By not agreeing with students on Palestine, I was branded a hater of people of color, a supporter of “apartheid” and “segregation” – basically, evil.
It was the late 2010s, and the activist zeitgeist revolved around “trigger warnings”, decrying the “wage gap” and “microaggressions”, the #MeToo movement, and fighting “apartheid” in Israel — mostly through petitions to ban Sabra Hummus and calls to divest the endowment from Israeli-related stocks such as Raytheon.
The campus zeitgeist had no place for me.
At some point during my freshman year, I made a Facebook post about the harassment I was getting. An SOS. A desperate plea for help. I was terrified.
I didn’t know what help I needed.
But after that post, I woke up to dozens of messages and friend requests. Who were these people? I wondered. Since I had grown up atheist in a small town, I had only a vague idea of who Jewish people were. But in droves, they came to my rescue.

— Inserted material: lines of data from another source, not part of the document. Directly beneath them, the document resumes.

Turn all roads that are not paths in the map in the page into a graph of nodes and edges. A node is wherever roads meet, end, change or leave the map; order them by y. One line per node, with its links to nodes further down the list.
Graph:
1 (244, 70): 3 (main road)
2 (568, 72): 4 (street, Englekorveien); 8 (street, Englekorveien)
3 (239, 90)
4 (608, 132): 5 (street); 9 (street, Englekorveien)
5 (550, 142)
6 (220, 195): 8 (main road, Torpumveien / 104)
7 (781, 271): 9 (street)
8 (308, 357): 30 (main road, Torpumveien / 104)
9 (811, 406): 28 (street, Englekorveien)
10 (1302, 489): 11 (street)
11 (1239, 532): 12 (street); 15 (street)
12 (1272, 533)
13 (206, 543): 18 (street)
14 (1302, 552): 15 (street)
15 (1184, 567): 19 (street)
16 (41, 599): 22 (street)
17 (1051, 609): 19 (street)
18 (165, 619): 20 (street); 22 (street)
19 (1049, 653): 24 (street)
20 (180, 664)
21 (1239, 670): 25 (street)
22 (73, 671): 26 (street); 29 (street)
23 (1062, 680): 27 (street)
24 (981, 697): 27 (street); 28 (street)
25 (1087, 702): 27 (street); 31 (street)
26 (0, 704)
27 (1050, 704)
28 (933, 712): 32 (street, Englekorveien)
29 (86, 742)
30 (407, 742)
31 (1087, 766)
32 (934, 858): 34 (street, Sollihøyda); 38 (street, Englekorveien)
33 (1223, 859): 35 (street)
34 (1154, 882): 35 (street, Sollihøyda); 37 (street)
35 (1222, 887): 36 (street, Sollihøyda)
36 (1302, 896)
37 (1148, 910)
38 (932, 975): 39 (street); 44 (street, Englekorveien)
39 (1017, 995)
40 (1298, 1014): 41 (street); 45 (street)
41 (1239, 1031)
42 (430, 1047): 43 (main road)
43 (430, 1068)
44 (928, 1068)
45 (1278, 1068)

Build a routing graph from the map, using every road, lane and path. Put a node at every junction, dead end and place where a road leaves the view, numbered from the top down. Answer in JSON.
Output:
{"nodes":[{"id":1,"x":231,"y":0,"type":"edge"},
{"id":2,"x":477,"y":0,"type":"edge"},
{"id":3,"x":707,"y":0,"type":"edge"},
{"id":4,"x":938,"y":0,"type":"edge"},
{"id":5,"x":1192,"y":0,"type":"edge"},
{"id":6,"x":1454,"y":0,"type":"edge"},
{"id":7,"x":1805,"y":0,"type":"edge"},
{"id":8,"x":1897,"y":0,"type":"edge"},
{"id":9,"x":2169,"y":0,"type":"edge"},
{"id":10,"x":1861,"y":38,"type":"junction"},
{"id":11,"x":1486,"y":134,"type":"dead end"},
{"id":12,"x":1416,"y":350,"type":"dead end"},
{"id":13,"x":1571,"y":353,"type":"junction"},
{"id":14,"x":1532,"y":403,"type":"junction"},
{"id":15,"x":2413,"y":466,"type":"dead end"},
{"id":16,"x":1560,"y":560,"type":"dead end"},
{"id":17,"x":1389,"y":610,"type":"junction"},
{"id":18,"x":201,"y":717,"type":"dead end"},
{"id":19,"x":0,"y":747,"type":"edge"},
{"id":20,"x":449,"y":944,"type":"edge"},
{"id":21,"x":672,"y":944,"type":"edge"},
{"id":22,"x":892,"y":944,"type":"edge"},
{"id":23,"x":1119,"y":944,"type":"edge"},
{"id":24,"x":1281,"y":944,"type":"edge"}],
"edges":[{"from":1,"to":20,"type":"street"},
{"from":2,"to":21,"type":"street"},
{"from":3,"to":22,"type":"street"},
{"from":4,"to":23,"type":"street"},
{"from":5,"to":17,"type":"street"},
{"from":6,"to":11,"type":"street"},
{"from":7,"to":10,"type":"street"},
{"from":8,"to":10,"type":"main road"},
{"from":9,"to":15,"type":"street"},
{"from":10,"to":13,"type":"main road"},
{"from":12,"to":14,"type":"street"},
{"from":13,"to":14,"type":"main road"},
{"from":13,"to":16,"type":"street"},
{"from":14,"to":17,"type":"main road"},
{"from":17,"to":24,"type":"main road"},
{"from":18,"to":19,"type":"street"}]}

One Jewish Upper West Side mom literally came to my dorm the same day with a care package. She gave me her phone number for emergencies. She was a Barnard alumna, and was shocked at what I told her.
Other Jewish strangers soon invited me to Shabbat dinners on the Upper West Side and in Brooklyn. They gave me advice — mostly, “Stay quiet” and “The college is not on your side.”
Many texted me occasionally, to check in. Many of them, and my peers, assumed I was Jewish. But I wasn’t.
Not yet.
My new Jewish acquaintances brought me into their circles. Soon after, I started schlepping to Brooklyn every weekend, hanging out with Jewish college students, lighting shabbat candles, studying for exams and trying not to worry about school.
But things took a turn for the worse in my sophomore year.
Residential Life admins assigned me to live in the “Social Justice House” at Barnard. Why? I don’t exactly remember.
The Social Justice House was built on kindness and respect, but I didn’t realize it was a political hotbed until I began meeting my housemates. My folly.
My roommate, Fatimah, was Palestinian and a member of SJP. My other suitemate was a leader of Jewish Voice for Peace (JVP), a Barnard anti-Israel club that works in lockstep with SJP. A Lebanese-Palestinian girl was down the hall. I shuddered as every other weekend, they and other pro-Palestine students from Barnard and Columbia held activist style meetings in my dorm’s kitchen while smoking reefer and hookah, giggling about me in hushed tones.
I had no clue how I got placed with them. Perhaps Barnard officials thought I would change my mind on Israel?
But when I asked my resident assistant if I could change dorms, I recall her asking something along the lines of: “Have you considered learning more about Israel’s apartheid?”
I later learned she too was an SJP supporter.
Slowly, I learned more about Israel and Palestine. As a student journalist covering campus politics nationwide for websites like USA TODAY and PJ Media, I covered stories about Jewish college students and antisemitism across the country. I thought I was doing something helpful. But the harassment continued.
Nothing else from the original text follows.